Camera woman, the lens of emancipation
Camera in hand, Khadija, a divorced mother, makes her way through the conservatism of Moroccan society to film what could be a past mirror of herself. At night, she works as a camerawoman filming the weddings celebrated in Casablanca, a ceremony that continues to be a milestone in the tradition of the country as it marks the life of Moroccan women, many of whom must marry against their will.

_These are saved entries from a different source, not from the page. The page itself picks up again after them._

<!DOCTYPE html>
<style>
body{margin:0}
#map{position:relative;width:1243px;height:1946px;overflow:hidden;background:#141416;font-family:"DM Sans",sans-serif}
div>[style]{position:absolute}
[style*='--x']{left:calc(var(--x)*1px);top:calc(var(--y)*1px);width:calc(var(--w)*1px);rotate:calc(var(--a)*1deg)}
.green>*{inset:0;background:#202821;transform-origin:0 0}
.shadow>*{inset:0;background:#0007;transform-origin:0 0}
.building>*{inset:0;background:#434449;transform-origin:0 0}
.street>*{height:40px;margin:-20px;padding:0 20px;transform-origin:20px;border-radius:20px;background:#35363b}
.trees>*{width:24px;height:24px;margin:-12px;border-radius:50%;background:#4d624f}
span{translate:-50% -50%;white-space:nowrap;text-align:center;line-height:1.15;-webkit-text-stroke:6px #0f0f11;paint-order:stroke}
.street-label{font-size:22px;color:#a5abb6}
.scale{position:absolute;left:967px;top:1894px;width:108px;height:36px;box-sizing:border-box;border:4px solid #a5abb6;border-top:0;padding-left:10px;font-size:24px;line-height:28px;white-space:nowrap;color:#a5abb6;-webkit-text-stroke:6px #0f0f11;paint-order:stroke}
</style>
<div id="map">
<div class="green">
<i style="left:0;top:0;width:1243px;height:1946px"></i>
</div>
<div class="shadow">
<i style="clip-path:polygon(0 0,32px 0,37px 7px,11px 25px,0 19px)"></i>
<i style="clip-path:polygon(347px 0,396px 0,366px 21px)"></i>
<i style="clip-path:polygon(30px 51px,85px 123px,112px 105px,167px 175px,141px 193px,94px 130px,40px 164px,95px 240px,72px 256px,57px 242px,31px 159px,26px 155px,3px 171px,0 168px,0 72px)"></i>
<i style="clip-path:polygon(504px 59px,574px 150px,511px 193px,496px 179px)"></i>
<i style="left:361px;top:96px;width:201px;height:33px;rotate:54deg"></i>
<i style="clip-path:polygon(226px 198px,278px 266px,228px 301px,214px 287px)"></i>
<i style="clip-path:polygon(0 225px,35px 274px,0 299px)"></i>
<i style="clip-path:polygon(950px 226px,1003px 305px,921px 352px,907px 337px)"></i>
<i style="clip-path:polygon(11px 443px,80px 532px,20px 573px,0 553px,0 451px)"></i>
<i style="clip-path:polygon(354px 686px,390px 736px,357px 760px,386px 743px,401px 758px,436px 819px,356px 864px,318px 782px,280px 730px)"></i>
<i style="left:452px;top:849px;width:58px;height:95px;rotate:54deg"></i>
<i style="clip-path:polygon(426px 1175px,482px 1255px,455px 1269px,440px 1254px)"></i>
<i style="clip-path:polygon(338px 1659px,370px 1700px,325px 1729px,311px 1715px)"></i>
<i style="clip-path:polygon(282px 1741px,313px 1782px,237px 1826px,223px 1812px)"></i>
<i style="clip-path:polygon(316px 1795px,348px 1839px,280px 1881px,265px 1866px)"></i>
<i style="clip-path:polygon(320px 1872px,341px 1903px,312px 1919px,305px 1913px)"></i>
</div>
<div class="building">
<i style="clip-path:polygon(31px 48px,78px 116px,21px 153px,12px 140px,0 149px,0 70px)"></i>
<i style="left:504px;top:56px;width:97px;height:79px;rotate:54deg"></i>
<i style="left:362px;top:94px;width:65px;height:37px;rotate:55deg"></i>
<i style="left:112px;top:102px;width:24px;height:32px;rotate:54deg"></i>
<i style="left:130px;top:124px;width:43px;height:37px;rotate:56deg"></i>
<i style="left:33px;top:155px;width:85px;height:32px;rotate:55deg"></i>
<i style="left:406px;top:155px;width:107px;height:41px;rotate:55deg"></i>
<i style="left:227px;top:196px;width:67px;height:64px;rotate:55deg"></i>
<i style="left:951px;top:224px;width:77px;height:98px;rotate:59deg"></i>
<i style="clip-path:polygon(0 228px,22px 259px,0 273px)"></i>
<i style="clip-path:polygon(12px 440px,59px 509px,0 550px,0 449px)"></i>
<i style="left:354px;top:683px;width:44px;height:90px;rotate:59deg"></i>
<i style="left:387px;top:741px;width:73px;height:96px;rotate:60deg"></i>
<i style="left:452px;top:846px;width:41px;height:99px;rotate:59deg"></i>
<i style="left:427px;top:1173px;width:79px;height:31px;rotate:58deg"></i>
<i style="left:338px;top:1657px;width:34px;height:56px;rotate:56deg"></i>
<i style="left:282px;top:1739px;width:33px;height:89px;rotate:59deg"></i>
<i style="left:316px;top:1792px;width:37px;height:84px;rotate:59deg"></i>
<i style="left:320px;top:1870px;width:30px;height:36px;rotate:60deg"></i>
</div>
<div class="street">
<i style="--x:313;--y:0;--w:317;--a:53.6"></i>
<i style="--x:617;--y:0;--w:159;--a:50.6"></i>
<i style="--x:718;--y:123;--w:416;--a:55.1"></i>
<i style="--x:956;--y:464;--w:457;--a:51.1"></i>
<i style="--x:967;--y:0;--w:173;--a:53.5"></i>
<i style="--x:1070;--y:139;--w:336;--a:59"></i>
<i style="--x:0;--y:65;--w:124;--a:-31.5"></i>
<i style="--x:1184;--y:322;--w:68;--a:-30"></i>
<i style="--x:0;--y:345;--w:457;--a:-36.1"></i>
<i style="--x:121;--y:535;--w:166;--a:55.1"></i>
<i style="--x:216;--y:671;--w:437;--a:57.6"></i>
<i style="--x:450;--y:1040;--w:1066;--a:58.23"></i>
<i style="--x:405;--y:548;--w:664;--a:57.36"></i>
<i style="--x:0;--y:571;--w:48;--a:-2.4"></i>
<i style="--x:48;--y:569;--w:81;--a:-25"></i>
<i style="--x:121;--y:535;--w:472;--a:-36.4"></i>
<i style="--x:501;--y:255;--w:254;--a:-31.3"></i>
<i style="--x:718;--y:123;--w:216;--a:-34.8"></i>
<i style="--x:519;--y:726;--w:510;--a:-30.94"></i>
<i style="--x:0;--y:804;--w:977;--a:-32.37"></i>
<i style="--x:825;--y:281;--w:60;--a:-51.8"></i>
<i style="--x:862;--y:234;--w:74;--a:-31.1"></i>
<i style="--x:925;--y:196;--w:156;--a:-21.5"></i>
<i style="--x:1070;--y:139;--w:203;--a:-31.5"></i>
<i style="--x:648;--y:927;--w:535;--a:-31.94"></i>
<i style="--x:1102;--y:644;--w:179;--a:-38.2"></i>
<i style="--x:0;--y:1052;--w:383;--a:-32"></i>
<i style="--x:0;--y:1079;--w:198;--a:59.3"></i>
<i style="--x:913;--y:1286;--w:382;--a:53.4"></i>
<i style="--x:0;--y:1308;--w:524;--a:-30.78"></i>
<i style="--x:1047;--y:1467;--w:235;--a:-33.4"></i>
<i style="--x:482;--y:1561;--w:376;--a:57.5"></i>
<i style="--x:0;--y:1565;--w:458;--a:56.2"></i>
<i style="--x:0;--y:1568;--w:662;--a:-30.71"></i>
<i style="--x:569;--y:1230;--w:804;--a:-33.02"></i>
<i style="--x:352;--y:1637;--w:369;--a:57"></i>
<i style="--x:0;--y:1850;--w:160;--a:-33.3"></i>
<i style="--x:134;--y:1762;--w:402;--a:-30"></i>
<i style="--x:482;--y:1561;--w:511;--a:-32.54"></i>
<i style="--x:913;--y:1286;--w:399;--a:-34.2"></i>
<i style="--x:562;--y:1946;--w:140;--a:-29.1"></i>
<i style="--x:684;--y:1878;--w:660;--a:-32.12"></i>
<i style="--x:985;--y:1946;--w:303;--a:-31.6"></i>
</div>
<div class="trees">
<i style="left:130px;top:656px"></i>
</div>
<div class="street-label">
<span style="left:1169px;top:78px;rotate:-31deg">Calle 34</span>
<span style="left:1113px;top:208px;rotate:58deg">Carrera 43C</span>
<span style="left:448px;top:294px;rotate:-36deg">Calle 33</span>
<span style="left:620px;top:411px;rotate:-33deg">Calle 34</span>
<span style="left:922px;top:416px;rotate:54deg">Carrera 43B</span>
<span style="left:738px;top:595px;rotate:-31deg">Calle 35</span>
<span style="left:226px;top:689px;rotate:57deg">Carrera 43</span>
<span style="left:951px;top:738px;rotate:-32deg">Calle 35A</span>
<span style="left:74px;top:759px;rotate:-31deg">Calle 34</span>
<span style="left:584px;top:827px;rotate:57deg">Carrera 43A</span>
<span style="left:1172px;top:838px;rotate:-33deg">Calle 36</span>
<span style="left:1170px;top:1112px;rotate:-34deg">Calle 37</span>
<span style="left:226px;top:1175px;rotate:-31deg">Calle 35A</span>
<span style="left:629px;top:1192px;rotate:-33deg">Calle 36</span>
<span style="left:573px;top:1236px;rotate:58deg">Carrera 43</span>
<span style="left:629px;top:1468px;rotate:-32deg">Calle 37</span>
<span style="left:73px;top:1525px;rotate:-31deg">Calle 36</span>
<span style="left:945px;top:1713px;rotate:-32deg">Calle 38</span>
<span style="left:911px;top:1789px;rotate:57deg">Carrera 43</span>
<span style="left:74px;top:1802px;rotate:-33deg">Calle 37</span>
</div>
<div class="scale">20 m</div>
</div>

In this film, directed by Moroccan filmmaker Karima Zouibir, rests a look at the changing role of women in hes country. Every day, more women like Khadija divorce after years of conjugal coexistence, a decision that, despite being liberating, can become a difficult weight to carry due to the controlling conservative opinion, even of those who are close relatives. In this way, Khadija faces the refusal of her family to continue her work as a camerawoman, a job she develops with pride every time she puts her eye behind the lens.
This approach to Khadija´s quotidian life gravitate in a respect that allows to find the pulp of the character between the silences of the “dead” times in the scenes. The contrast between the celebrated hope in the faces of the brides she films and the worldliness of her own domestic solitude seems to reflect a certain fate for the Moroccan woman she herself embodies. A counterpoint that, far from compassionate, frames a female character that sculpts her own emancipation with the curious power of a cinematographic lens.